ECLI:NL:RVS:2014:1279

Raad van State

Datum uitspraak
31 maart 2014
Publicatiedatum
9 april 2014
Zaaknummer
201401496/1/V2
Instantie
Raad van State
Type
Uitspraak
Rechtsgebied
Bestuursrecht; Vreemdelingenrecht
Procedures
  • Hoger beroep
Rechters
Vindplaatsen
  • Rechtspraak.nl
AI samenvatting door LexboostAutomatisch gegenereerd

Niet-ontvankelijkheid van hoger beroep inzake aanvraag machtiging tot voorlopig verblijf

In deze zaak heeft de Raad van State op 31 maart 2014 uitspraak gedaan over het hoger beroep van een vreemdeling tegen de afwijzing van haar aanvraag voor een machtiging tot voorlopig verblijf door de minister van Buitenlandse Zaken. De aanvraag was op 18 maart 2013 afgewezen, waarna de vreemdeling bezwaar maakte. Dit bezwaar werd op 19 mei 2013 ongegrond verklaard. De rechtbank Den Haag, zittingsplaats Roermond, verklaarde op 10 januari 2014 het beroep van de vreemdeling tegen deze beslissing ook ongegrond.

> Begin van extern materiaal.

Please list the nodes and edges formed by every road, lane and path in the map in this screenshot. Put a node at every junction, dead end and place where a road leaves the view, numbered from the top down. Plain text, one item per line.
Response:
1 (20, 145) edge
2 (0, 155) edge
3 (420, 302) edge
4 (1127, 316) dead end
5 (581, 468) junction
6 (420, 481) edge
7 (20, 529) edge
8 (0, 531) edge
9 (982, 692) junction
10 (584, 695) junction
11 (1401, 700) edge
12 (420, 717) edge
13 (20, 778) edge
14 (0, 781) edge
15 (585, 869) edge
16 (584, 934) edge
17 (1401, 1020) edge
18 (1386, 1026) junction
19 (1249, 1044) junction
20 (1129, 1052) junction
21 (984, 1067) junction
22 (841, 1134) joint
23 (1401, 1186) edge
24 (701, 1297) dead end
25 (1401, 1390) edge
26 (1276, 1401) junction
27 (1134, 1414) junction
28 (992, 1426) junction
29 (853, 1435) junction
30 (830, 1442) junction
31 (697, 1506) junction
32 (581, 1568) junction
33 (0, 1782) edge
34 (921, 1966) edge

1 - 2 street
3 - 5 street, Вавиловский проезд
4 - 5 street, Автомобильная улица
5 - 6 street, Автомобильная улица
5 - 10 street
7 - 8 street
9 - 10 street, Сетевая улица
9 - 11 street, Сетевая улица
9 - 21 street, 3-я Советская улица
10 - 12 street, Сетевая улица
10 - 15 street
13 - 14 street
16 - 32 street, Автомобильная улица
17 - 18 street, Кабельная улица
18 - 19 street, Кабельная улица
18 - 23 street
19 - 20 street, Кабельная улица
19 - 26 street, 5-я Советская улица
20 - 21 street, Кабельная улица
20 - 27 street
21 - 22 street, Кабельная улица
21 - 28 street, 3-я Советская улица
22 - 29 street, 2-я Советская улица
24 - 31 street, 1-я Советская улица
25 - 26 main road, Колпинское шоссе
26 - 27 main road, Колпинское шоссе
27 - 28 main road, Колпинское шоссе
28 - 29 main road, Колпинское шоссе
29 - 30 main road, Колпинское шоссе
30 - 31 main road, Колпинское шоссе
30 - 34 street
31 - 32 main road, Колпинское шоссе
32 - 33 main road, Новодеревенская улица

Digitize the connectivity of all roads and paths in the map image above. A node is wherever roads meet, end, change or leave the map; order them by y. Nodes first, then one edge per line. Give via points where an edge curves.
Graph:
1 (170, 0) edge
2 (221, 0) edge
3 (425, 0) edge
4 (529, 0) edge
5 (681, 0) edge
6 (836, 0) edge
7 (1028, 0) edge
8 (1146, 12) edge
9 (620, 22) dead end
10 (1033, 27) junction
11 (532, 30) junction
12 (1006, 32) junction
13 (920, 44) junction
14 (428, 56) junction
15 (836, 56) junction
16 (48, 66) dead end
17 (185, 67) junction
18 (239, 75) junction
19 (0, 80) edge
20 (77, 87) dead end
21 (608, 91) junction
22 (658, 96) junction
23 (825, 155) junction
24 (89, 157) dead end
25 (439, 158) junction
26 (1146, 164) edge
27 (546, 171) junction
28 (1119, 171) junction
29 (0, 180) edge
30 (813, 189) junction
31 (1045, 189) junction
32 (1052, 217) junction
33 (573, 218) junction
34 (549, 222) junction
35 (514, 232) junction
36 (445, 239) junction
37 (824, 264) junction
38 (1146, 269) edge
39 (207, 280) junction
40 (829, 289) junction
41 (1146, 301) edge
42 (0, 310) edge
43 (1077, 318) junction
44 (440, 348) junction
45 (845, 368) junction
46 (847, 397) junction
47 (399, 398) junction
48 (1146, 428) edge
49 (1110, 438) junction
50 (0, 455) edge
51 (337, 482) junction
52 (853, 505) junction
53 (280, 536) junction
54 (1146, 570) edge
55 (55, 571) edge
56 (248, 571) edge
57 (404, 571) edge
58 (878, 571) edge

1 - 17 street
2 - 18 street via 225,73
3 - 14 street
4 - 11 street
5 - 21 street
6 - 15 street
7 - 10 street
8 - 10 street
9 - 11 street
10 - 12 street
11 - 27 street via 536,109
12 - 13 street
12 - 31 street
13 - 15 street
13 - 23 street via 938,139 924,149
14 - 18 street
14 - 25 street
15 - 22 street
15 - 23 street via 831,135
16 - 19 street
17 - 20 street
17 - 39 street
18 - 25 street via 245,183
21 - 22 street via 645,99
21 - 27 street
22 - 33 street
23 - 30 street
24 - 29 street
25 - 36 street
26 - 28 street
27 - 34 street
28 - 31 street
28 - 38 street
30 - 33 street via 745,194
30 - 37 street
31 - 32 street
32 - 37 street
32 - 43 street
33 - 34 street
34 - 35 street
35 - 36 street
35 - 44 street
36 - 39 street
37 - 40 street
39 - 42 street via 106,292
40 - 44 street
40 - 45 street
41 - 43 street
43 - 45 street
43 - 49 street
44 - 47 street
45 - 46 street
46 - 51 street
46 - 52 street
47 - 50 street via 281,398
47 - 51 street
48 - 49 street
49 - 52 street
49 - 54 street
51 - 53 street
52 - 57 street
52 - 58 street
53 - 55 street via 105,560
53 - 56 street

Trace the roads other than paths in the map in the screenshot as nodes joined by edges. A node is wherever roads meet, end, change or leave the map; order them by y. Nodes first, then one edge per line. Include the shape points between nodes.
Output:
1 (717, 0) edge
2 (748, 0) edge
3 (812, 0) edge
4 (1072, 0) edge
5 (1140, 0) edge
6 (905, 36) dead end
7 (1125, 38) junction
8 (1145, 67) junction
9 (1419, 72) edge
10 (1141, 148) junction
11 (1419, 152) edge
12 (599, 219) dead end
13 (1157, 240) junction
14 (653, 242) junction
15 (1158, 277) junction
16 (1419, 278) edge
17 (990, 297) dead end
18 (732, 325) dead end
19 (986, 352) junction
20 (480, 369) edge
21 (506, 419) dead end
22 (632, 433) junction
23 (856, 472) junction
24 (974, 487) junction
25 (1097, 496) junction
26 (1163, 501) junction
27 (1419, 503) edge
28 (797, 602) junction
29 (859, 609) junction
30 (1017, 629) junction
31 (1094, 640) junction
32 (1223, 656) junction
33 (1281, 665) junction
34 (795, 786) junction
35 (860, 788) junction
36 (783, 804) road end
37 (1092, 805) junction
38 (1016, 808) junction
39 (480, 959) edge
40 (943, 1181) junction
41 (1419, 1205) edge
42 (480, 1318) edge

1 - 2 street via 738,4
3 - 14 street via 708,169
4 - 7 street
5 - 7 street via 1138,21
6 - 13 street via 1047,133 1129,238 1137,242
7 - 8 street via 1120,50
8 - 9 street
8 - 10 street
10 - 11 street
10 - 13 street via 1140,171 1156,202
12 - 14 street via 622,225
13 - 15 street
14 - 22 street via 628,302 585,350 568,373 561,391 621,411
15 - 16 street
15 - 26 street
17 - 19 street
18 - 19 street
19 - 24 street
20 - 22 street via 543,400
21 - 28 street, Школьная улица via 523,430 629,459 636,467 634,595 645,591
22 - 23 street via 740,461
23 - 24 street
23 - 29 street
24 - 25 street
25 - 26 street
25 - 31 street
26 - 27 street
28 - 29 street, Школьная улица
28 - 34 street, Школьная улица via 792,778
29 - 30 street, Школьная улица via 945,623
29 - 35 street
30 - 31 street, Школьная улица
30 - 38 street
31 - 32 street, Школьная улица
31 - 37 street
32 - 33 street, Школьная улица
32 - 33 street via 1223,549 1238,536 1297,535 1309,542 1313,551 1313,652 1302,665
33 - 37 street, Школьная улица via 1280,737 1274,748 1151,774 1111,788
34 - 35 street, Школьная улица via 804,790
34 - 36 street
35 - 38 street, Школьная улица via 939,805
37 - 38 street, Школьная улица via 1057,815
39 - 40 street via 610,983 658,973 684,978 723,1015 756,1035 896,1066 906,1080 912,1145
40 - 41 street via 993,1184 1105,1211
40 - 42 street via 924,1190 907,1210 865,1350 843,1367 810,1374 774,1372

Hierop heeft de vreemdeling hoger beroep ingesteld bij de Raad van State.

De Raad van State overwoog dat de termijn voor het indienen van het hogerberoepschrift vier weken bedraagt, en dat deze termijn eindigde op 7 februari 2014. Het hogerberoepschrift werd echter pas op 20 februari 2014 ingediend, wat betekent dat het niet tijdig was. De vreemdeling voerde aan dat de rechtbank de uitspraak per post naar haar gemachtigde in Suriname had verzonden, die deze pas op 1 februari 2014 ontving. De vreemdeling stelde dat er vertraging in het postverkeer was opgetreden.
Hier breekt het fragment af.